→ **WHAT IS EXPECTED**:
As you look over the data below, please find each line where the word "dead" appears, then copy it.

→ **Stored data entries**:
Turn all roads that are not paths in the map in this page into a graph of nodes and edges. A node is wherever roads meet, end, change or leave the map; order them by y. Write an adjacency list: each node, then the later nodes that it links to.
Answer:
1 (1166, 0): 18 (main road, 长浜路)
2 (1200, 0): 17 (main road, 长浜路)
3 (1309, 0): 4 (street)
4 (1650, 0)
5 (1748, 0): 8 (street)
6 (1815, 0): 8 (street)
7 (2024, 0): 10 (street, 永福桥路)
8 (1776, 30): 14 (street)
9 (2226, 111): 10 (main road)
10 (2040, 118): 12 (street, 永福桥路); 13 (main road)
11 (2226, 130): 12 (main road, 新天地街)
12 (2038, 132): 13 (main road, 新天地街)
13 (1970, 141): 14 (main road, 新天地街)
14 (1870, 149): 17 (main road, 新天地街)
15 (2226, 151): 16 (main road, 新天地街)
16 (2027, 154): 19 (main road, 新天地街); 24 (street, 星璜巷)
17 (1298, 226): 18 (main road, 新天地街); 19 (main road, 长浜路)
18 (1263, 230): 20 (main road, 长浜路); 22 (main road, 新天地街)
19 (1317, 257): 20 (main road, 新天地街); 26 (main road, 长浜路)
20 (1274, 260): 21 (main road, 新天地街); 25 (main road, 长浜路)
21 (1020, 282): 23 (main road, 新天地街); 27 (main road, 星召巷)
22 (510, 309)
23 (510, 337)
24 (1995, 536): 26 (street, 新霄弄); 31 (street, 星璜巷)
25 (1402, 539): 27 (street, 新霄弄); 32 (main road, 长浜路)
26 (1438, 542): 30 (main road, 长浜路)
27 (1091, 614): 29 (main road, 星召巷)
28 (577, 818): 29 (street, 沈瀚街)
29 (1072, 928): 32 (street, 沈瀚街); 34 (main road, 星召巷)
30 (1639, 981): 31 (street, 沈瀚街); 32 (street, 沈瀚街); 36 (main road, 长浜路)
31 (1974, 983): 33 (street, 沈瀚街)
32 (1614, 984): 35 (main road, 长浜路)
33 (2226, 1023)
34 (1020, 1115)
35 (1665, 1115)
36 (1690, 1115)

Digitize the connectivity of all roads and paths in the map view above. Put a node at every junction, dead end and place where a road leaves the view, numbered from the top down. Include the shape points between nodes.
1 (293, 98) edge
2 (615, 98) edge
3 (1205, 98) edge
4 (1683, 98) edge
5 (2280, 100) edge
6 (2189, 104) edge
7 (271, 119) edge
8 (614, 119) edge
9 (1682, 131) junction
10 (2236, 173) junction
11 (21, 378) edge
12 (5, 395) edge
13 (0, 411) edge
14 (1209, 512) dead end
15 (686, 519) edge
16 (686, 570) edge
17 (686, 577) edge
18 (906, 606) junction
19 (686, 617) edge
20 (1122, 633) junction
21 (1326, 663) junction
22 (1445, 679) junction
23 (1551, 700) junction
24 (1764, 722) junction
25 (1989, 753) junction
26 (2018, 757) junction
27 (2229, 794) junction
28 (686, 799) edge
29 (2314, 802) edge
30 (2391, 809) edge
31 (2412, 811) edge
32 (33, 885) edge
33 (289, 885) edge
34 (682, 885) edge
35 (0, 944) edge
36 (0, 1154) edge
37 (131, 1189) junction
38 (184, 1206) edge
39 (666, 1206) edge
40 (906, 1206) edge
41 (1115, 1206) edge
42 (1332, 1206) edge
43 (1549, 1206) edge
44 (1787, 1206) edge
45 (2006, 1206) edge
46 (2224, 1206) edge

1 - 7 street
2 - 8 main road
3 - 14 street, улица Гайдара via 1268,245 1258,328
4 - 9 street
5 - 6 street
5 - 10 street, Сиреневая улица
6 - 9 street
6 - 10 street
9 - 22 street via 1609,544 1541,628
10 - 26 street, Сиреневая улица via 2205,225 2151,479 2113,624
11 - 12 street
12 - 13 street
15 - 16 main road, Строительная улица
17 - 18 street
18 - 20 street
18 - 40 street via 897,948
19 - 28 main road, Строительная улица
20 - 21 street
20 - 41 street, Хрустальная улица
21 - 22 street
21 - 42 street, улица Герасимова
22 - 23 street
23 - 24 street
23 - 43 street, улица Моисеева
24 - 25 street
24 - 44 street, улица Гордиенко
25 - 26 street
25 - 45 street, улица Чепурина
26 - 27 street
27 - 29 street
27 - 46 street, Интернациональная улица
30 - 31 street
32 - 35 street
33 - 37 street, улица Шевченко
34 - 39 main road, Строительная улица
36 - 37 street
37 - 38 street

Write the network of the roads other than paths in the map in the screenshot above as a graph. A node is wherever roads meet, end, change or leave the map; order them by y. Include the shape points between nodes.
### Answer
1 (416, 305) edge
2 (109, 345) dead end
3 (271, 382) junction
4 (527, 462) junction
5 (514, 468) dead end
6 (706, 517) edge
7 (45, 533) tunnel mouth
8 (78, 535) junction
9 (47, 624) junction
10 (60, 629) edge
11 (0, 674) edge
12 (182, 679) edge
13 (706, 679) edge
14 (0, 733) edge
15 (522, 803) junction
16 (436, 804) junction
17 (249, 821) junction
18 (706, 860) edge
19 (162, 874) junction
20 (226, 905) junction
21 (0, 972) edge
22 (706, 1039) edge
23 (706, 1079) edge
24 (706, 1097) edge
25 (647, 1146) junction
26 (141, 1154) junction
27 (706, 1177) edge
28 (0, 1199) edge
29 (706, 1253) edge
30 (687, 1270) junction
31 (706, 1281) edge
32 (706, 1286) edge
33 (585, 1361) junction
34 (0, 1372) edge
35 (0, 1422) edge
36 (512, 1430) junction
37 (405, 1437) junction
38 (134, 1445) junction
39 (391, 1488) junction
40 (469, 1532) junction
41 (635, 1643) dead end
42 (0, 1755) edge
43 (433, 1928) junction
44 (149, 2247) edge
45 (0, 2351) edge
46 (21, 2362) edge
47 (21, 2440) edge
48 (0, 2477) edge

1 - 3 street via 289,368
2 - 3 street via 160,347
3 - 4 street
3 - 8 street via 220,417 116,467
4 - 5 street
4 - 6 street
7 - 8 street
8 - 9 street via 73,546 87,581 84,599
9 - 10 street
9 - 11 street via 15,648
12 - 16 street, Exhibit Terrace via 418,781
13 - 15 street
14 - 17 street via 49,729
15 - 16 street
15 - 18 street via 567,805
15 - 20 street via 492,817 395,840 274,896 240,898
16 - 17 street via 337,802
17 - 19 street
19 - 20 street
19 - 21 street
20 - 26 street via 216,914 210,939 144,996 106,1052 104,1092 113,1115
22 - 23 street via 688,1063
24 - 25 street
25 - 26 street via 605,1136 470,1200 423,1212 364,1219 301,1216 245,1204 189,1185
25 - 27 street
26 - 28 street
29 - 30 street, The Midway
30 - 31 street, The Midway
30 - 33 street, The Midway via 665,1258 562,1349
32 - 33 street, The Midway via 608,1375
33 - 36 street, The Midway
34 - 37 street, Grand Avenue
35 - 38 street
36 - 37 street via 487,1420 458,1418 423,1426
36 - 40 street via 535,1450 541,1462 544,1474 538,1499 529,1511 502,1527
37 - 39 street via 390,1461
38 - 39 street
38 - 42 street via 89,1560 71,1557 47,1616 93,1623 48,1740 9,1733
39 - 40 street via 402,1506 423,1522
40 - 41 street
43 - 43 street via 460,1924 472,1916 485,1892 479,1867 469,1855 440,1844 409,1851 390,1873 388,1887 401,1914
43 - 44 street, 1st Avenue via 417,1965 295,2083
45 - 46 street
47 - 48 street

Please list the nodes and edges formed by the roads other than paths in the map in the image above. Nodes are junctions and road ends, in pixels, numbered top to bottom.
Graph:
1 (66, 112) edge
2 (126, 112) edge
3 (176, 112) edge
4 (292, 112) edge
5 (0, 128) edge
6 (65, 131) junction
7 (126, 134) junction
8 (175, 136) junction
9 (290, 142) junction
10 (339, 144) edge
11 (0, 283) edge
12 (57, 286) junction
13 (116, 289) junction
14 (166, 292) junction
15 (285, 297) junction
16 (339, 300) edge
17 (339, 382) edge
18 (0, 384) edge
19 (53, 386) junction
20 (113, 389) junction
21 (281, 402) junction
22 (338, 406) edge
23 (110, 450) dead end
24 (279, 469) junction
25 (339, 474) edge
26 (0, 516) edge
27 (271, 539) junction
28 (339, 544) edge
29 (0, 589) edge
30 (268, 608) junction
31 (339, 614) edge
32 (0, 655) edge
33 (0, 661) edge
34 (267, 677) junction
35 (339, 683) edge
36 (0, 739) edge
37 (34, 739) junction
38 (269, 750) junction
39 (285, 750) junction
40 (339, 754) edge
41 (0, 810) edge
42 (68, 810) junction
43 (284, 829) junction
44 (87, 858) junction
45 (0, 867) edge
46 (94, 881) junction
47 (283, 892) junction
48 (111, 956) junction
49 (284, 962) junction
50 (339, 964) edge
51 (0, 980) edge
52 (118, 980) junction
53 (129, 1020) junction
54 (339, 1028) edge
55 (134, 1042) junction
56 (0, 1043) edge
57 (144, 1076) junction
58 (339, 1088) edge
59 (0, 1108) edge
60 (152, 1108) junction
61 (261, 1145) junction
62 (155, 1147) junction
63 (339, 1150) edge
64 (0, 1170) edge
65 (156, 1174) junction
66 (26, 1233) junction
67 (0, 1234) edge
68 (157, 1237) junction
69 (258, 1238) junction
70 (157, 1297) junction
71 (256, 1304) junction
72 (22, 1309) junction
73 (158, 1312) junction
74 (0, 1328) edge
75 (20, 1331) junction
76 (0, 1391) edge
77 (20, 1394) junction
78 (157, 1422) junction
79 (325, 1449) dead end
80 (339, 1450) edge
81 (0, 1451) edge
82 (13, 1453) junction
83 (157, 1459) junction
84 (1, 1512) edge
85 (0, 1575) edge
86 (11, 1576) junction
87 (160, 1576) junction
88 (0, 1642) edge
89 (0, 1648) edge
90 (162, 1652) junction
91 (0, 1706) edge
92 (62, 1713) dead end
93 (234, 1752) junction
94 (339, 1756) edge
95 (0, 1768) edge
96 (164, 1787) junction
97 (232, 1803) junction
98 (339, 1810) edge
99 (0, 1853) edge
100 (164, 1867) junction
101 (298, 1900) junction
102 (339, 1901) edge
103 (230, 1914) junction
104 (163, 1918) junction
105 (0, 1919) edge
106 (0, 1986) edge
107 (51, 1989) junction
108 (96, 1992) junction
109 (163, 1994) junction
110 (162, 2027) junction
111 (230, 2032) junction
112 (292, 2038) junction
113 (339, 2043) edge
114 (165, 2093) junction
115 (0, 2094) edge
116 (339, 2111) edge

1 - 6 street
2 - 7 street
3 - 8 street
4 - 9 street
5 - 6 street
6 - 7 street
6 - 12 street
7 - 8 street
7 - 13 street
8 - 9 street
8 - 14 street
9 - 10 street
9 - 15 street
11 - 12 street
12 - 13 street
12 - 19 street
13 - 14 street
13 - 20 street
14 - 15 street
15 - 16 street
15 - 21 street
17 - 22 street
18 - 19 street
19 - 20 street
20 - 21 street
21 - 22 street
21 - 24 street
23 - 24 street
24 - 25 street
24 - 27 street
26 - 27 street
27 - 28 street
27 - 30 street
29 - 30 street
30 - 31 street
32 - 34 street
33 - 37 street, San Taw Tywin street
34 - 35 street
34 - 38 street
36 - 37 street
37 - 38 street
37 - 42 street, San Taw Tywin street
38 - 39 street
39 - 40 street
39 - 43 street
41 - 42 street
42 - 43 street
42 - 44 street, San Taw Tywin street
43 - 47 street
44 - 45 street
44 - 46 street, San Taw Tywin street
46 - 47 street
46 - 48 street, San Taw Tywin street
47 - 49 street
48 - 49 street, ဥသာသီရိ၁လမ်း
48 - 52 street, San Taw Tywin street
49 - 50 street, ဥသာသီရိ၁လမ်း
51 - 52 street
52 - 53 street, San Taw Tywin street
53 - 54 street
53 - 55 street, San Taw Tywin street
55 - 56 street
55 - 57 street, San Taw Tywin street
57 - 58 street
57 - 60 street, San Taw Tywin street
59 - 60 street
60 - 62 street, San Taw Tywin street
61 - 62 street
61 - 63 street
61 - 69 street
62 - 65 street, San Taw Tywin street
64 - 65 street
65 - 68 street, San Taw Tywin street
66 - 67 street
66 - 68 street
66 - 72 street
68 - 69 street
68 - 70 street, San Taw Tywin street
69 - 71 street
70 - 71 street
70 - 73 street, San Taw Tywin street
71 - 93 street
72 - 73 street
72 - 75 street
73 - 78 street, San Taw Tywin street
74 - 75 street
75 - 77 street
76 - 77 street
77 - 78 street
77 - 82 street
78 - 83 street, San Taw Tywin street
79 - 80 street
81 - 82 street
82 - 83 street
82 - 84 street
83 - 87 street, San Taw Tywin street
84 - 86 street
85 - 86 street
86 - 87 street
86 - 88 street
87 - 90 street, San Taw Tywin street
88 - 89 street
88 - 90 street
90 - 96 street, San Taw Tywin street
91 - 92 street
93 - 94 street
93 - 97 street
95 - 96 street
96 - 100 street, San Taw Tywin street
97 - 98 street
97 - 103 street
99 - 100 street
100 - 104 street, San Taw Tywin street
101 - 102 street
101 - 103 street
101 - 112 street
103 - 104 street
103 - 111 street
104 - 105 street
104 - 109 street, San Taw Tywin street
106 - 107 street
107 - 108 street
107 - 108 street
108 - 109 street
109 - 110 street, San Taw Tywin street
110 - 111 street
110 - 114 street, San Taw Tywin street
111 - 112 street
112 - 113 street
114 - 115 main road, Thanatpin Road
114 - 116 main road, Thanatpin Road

→ **RESULT**:
Digitize the connectivity of all roads and paths in the map view above. Put a node at every junction, dead end and place where a road leaves the view, numbered from the top down. Include the shape points between nodes.
14 (1209, 512) dead end
2 (109, 345) dead end
5 (514, 468) dead end
41 (635, 1643) dead end
23 (110, 450) dead end
79 (325, 1449) dead end
92 (62, 1713) dead end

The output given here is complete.